Reducing Magnesium Levels Key to Improving Lithium Extraction Process

Battery Metals
Lithium Investing

Producing battery-grade lithium requires low magnesium levels, a challenge for companies working in this popular industry.

The rising demand for electric vehicles and consumer electronics in the last decade has created a strong market for its primary energy source: lithium. What few know is that to attain battery-grade lithium from lithium brines, a company must be vested in reducing magnesium levels in the solution.

China’s BYD (HKEX:1211) is the world’s largest producer of electric vehicles (EVs). The company sold almost 90,000 EVs globally by July 2018.

While EVs represent less than 2 percent of total auto sales in China, BYD’s chairman has said all Chinese vehicles will be electric by 2030. By 2040, Bloomberg New Energy Finance forecasts there will be 530 million electric cars globally, representing one-third of all vehicles on the road (or the sky).

Lithium-ion battery use has grown 73 percent from 2010 to 2014, but production has only increased 28 percent, as per a 2017 study on the lithium-ion supply chain. Not a good sign considering electric car production is expected to increase more than thirtyfold by 2030, according to Bloomberg.

Producing battery-grade lithium carbonate requires the purest form of lithium, but lithium brines tend to contain an abundant amount of magnesium and other associated minerals that need to be treated and removed. Reducing magnesium levels in lithium brines is crucial in order to produce high-purity lithium carbonate. The separation process is costly, requires additional steps and uses large amounts of electricity, which increases the carbon footprint for lithium operations.

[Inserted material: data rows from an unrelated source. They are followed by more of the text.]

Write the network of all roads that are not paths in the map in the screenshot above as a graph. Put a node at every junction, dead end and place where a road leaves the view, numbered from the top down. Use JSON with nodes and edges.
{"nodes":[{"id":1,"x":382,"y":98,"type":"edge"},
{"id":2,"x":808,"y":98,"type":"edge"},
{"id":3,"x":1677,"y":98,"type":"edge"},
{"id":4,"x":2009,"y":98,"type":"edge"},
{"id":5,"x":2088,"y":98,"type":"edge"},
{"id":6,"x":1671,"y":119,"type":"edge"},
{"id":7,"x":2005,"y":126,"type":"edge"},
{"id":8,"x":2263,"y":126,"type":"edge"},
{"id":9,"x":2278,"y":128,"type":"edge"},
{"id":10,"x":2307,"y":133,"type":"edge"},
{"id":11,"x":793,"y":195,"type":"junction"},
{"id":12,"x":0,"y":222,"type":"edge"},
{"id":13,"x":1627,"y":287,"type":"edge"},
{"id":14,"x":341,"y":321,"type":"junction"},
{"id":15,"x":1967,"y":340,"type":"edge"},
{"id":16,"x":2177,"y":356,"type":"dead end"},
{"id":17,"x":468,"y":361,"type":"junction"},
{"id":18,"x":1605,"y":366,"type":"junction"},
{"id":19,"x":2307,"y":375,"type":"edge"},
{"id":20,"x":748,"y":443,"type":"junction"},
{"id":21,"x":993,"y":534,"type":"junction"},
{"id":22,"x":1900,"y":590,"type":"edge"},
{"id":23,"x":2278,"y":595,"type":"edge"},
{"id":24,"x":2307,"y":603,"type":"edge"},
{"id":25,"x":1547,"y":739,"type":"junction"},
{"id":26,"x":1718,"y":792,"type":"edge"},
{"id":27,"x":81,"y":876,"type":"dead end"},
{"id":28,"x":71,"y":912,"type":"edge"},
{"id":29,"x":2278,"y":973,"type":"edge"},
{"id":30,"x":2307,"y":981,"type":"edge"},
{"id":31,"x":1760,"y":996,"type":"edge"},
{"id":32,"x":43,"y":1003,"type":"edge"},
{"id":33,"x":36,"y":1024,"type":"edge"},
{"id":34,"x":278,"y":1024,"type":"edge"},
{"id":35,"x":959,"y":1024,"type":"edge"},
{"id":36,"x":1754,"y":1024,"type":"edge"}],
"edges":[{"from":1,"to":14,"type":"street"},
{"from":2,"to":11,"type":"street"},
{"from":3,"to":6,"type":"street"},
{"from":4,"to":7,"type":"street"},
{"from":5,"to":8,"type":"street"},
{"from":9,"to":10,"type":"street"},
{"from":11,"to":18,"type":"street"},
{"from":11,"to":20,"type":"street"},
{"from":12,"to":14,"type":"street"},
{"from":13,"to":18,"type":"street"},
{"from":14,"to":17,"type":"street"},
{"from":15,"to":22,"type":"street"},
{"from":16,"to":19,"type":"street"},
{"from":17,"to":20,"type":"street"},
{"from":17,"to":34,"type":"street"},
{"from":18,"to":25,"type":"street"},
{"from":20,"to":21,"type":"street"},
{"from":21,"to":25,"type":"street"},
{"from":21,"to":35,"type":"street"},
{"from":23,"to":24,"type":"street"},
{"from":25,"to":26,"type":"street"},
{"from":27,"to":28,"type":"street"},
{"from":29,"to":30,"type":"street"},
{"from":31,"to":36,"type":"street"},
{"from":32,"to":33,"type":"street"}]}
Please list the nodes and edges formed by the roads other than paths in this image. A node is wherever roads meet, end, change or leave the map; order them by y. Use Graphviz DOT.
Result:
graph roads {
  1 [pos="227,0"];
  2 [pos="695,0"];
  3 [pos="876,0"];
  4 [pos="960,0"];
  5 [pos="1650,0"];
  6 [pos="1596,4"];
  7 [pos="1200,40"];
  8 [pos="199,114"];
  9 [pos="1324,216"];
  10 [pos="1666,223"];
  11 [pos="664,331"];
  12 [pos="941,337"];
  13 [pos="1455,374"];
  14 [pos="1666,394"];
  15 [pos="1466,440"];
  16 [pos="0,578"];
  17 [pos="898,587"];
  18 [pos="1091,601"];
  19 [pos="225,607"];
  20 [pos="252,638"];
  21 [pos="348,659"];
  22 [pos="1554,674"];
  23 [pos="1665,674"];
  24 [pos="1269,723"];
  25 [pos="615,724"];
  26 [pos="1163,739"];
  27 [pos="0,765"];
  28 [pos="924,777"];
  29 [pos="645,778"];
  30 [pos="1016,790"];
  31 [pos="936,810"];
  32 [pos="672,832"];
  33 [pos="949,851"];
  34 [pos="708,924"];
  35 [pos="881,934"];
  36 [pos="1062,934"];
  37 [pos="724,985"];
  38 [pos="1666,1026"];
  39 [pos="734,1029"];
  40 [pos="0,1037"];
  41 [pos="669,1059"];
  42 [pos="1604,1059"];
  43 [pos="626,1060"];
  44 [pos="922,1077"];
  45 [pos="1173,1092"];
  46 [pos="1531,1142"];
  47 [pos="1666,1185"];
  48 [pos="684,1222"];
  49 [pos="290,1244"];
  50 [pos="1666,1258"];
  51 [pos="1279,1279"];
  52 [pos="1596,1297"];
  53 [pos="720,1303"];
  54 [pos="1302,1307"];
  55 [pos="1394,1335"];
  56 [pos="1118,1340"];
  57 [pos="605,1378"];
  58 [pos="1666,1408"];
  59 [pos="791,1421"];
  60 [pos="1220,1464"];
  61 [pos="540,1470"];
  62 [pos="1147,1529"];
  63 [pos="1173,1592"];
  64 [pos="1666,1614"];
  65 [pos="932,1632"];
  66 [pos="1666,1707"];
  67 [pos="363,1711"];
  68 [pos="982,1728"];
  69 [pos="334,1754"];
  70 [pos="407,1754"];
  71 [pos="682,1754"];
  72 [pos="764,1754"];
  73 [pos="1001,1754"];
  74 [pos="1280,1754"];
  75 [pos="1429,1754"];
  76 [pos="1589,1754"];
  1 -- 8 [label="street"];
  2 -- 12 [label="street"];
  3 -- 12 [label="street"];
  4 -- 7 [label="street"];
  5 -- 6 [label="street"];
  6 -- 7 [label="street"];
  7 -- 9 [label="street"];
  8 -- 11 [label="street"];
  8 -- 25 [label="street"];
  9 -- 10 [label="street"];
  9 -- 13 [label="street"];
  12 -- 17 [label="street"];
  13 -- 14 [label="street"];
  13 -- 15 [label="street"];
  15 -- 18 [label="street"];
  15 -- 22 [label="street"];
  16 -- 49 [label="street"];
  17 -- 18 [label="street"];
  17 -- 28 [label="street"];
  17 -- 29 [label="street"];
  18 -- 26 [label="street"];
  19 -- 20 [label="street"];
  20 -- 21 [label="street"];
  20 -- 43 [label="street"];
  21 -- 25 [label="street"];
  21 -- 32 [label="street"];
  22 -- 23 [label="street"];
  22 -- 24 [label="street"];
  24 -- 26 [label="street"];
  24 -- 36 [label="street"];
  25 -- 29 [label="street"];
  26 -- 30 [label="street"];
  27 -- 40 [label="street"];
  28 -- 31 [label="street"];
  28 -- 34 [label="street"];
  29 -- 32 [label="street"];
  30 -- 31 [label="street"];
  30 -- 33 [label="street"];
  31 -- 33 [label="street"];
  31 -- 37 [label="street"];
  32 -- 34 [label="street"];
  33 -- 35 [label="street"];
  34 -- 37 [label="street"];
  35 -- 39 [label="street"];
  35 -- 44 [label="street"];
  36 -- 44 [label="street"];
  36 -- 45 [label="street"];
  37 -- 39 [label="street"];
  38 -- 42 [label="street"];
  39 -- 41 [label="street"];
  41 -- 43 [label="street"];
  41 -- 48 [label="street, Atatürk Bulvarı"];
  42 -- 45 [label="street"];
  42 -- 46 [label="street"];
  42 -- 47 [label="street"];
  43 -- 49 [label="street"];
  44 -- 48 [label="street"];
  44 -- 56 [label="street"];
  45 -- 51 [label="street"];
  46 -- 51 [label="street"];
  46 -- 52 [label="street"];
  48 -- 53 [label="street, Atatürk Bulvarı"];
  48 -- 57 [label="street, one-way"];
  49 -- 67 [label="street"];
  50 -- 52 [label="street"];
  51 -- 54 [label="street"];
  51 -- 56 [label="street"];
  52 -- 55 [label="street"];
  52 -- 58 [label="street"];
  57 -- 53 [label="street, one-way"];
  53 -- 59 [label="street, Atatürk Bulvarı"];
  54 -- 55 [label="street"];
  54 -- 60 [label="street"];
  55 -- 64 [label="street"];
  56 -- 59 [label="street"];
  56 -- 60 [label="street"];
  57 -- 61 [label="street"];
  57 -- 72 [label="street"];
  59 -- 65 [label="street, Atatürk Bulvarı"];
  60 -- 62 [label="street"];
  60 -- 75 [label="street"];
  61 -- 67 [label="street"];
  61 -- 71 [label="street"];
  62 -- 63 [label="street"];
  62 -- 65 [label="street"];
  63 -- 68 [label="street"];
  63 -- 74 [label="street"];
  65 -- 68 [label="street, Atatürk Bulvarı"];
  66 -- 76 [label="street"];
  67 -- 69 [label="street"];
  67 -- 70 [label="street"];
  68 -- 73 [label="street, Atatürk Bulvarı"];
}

If a company can “crack the code” on how to enhance lithium extraction to produce a purer concentrate, all the while keeping costs and energy use down, it not only has the potential to increase revenue, but also to firmly position itself as an innovator in a growing market.

“Magnesium is one of the biggest challenges in the processing of lithium brines for battery-grade lithium carbonate,” said Robert McAllister, president and CEO of Enertopia (CSE:TOP,OTCQB:ENRT). “If we can remove magnesium before we even start the extraction process, then it could be a big-time industry game changer.”

Issues with current lithium refinement: Need for reducing magnesium levels

Under the traditional evaporation method for processing lithium from brine deposits, mineral-rich saltwater is pumped to surface using drill rigs similar to those used in the oil industry and then refined in solar evaporation ponds.

When lithium concentration in the ponds reaches optimal levels of around 6 percent, it is pumped to a recovery plant where unwanted minerals like magnesium — which has most likely also been concentrated to two or three times the lithium concentration level — are filtered out and lithium is then extracted. While brine deposits are generally cheaper and easier to extract than hard rock deposits, this deposit type is not without its own set of issues.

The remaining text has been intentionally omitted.